Cser: Well, we were just recently nominated for the AIconics Award here in San Francisco. So, we’re excited to be part of that. We’ll be attending and seeing how it goes, obviously. We’re honored to be there and being nominated. So, that’s very exciting to see a company being recognized for the work that we’re doing.
Ashley: That’s awesome. Well, I wish you best with that and good luck. Also, I know there’s some things happening on the partnership for Functionize—what’s happening there?
Cser: Yes, absolutely. We have a lot of great traction, and so, we are about to announce shortly, probably at the end of the quarter or early Q4 a very strategic partner, one of the largest global service innovators who are partnering with Functionize and we’re going to market together which is, again, I’m really proud of the team, and it shows the work that we’re doing and the work that marketing is doing to raise the awareness of the power of AI and machine learning and how that’s gonna change testing.
Ashley: Mm-hmm. So, we’ll look forward to maybe some announcements coming up in the fourth quarter, then. Gotta keep an eye out for that. Great.
Ashley: Yeah. So, I’ll kinda put you on the spot here, a little bit. If you had to say what some of the best practices that you’ve learned, not only at Functionize but also before when it comes to automated testing, you know, DevOps, cloud world—if you could boil that down to two or three best practices, where would you start? What would you tell people?
Cser: I would say that finding the right tool and building the right toolchain is definitely incredibly important. The second I would say, like everywhere else, I would say you do need the right people and so, training and understanding of how do we apply these tools is absolutely critical.

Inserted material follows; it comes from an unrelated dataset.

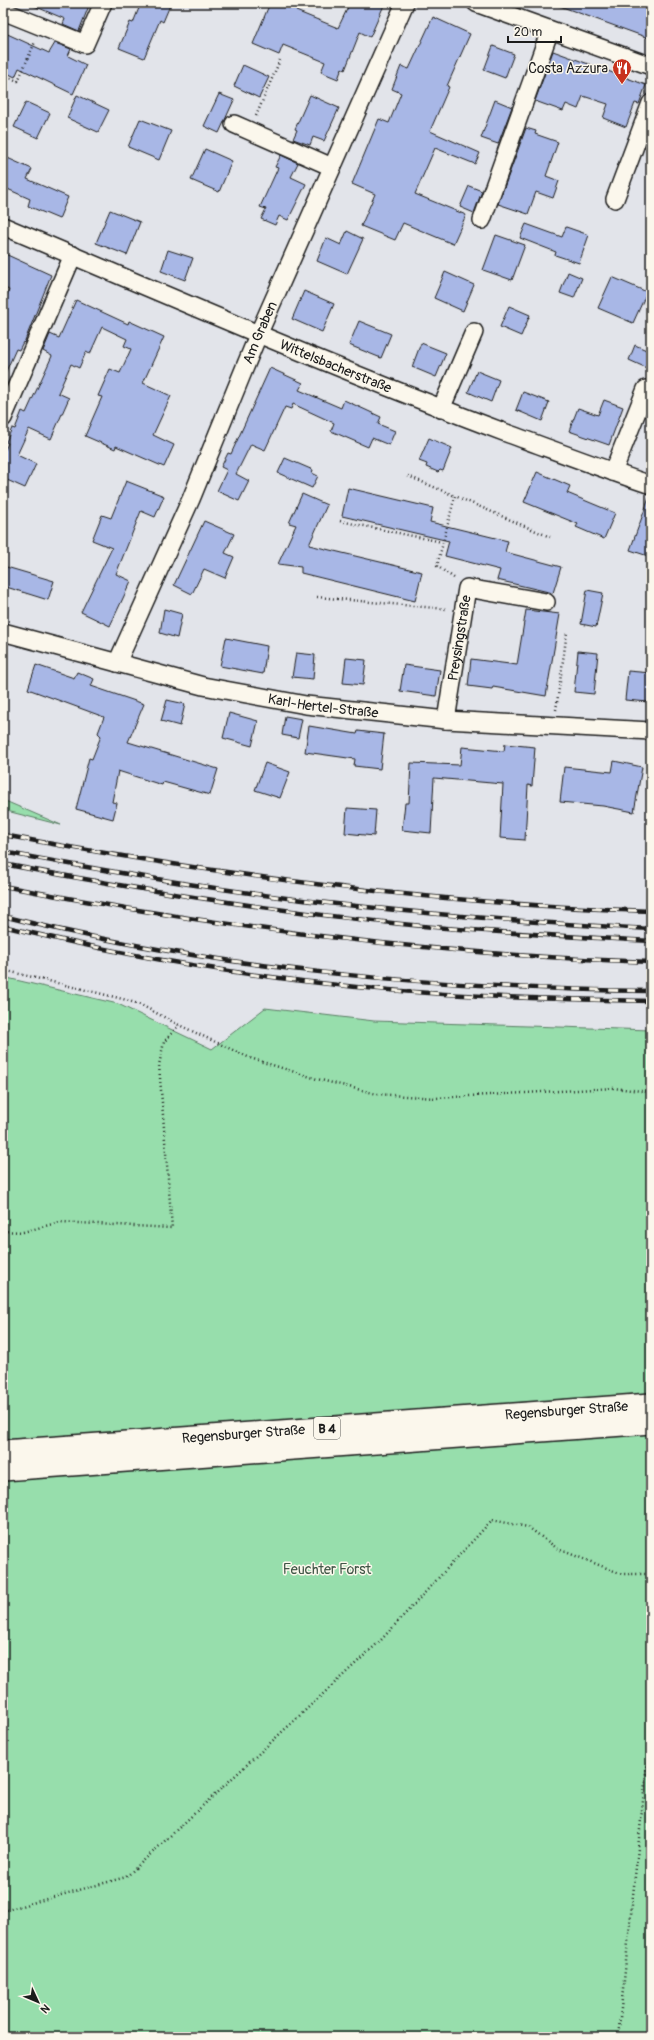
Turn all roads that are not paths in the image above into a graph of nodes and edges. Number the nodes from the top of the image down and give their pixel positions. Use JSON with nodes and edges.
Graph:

And then lastly, I would say that your strategy in that application, obviously, going back to the earlier conversation of what to test and how to test is gonna be critical for your success. And so, the tool, obviously, is primarily the area and certainly education is the second area that we’re very focused on, too.

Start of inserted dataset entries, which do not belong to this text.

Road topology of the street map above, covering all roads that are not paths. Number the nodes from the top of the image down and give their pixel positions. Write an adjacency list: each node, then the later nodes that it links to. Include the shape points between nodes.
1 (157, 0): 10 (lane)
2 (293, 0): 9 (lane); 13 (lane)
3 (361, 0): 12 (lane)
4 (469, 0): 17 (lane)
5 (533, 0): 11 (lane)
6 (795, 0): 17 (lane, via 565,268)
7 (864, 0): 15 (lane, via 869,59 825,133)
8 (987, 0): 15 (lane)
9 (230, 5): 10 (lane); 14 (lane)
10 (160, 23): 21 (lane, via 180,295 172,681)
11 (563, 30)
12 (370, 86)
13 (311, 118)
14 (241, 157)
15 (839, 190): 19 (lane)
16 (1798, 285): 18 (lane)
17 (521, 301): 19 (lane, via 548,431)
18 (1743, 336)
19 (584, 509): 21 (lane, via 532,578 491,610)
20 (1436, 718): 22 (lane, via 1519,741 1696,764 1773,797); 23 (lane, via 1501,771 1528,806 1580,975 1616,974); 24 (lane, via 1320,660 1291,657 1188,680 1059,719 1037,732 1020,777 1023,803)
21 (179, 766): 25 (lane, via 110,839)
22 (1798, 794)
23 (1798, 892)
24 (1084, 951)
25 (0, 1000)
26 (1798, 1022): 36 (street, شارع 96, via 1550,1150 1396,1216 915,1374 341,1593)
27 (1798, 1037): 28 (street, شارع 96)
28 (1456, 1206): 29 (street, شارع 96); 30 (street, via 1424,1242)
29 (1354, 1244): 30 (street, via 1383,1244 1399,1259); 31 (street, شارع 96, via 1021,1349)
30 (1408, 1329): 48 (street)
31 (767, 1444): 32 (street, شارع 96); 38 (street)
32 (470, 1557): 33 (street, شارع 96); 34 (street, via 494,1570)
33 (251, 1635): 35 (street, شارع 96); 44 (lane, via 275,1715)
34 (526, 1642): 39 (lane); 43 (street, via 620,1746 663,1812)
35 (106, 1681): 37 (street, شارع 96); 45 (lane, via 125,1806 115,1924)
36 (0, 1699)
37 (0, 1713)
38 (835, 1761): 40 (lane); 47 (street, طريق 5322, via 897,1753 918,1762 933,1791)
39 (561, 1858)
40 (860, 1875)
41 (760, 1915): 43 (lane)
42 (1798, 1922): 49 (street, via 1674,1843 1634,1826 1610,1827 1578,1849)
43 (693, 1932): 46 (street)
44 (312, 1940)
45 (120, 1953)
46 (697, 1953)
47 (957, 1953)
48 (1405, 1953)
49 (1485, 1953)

Ashley: I’m curious [Cross talk]—I’m curious about that, too. What are the kind of things that you look at or look for in people from testing skill or kinda the skills that you invest in current staff for training and skill development? What are some of those things that you look for?

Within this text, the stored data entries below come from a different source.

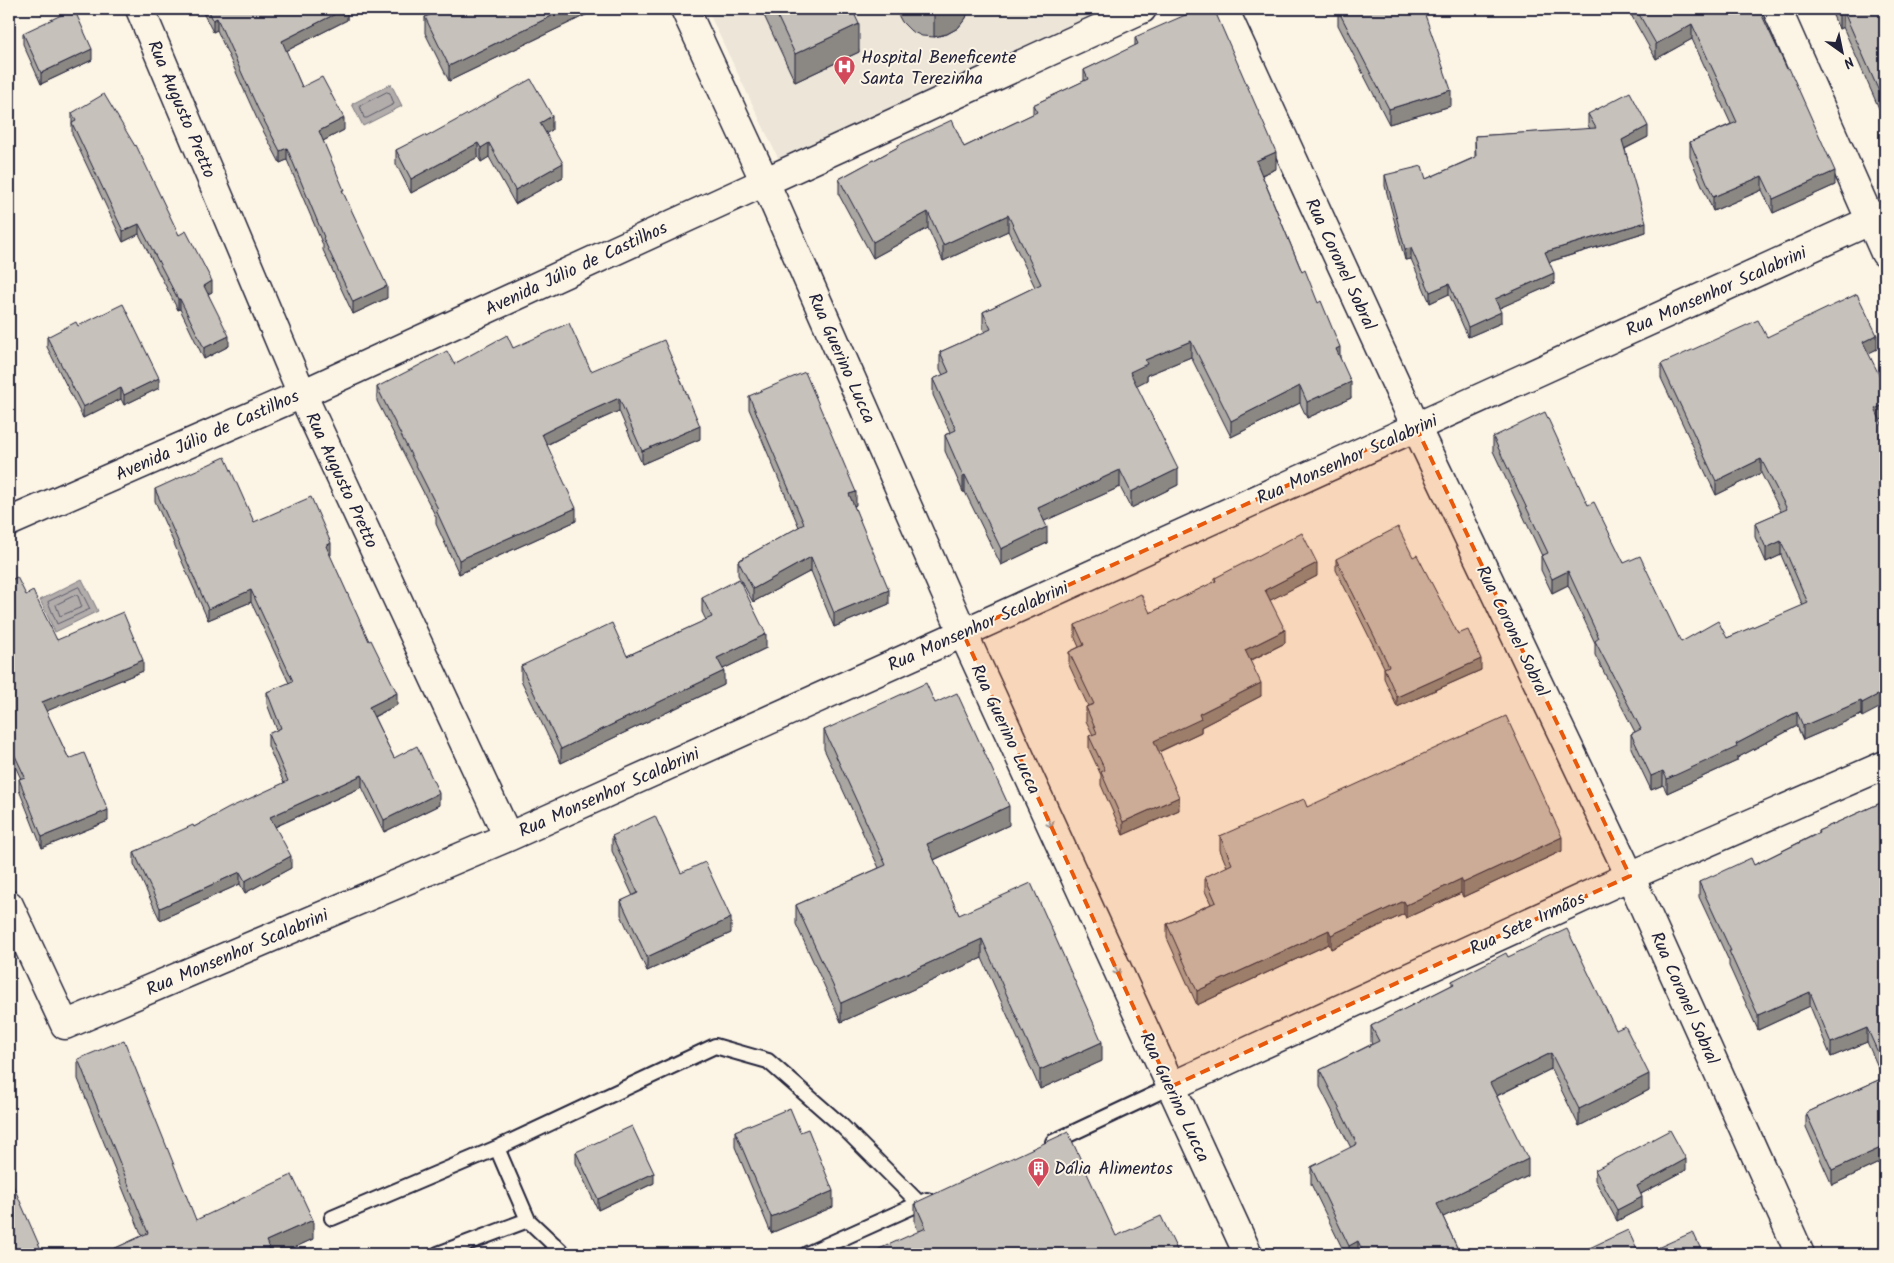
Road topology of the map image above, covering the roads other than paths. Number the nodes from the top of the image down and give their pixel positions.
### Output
1 (140, 9) edge
2 (685, 9) edge
3 (1142, 9) edge
4 (1224, 9) edge
5 (1777, 9) edge
6 (765, 182) junction
7 (1878, 217) edge
8 (1885, 253) edge
9 (302, 394) junction
10 (1416, 427) junction
11 (9, 522) edge
12 (963, 633) junction
13 (1885, 765) edge
14 (508, 837) junction
15 (1630, 876) junction
16 (9, 905) edge
17 (1170, 1087) junction
18 (1045, 1145) edge
19 (497, 1148) junction
20 (938, 1195) edge
21 (920, 1204) junction
22 (332, 1218) dead end
23 (528, 1220) junction
24 (438, 1254) edge
25 (564, 1254) edge
26 (807, 1254) edge
27 (1248, 1254) edge
28 (1800, 1254) edge

1 - 9 street, Rua Augusto Pretto
2 - 6 street, Rua Guerino Lucca
3 - 6 street, Avenida Júlio de Castilhos
4 - 10 street, Rua Coronel Sobral
5 - 7 street
6 - 9 street, Avenida Júlio de Castilhos
6 - 12 street, Rua Guerino Lucca
7 - 8 street
7 - 10 street, Rua Monsenhor Scalabrini
9 - 11 street, Avenida Júlio de Castilhos
9 - 14 street, Rua Augusto Pretto
10 - 12 street, Rua Monsenhor Scalabrini
10 - 15 street, Rua Coronel Sobral
12 - 14 street, Rua Monsenhor Scalabrini
12 -> 17 street, Rua Guerino Lucca
13 - 15 street, Rua Sete Irmãos
14 - 16 street, Rua Monsenhor Scalabrini
15 - 17 street, Rua Sete Irmãos
15 - 28 street, Rua Coronel Sobral
17 - 18 lane
17 - 27 street, Rua Guerino Lucca
19 - 21 lane
19 - 22 lane
19 - 23 lane
20 - 21 lane
21 - 26 lane
23 - 24 lane
23 - 25 lane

Cser: Can you clarify the question? In terms of look for in skill sets we’re hiring or skill sets—[Cross talk]?
Ashley: So, your second item that you mentioned was the kind of capabilities and skills of your staff in testing and hiring those kinds of folks, also training for testing folks. What are some of those things that you’ve learned to look for that would be good advice for potential customers or current customers of Functionize?
Cser: Yes, that’s a great question. So, I would say that, you know, obviously, like in any hiring, you want to hire bright people who are very motivated, so I’m assuming that’s the baseline.
As far as the skill set goes, I think we definitely are looking at, obviously, professionals that have a lot of experience, but also, we can really enable and help people that are primarily manual or, let’s say, much less technical today and bring them into the world of automation and really drive a lot of value for our customer base. Because we see a lot of customers struggling with scaling and finding the right technical talent. So, I would say that that’s absolutely a critical point on being able to spread this to a wider audience, but at the same time I think that having technical users in part of the project, I think, is still very important.
Ashley: Okay. Very good. Well, as always happens on these podcasts, we’ve run out of time. Tamas, thank you so much for being on the podcast today.
Cser: Thanks for having me. It’s been a pleasure to be here.
Ashley: My pleasure as well. Thank you to Tamas Cser, Founder and CEO of Functionize for joining us today and also, of course, to you, our listeners for joining us. You’ve listened to another DevOps Chat. This is Mitch Ashley with DevOps.com. Have a great day. Be careful out there.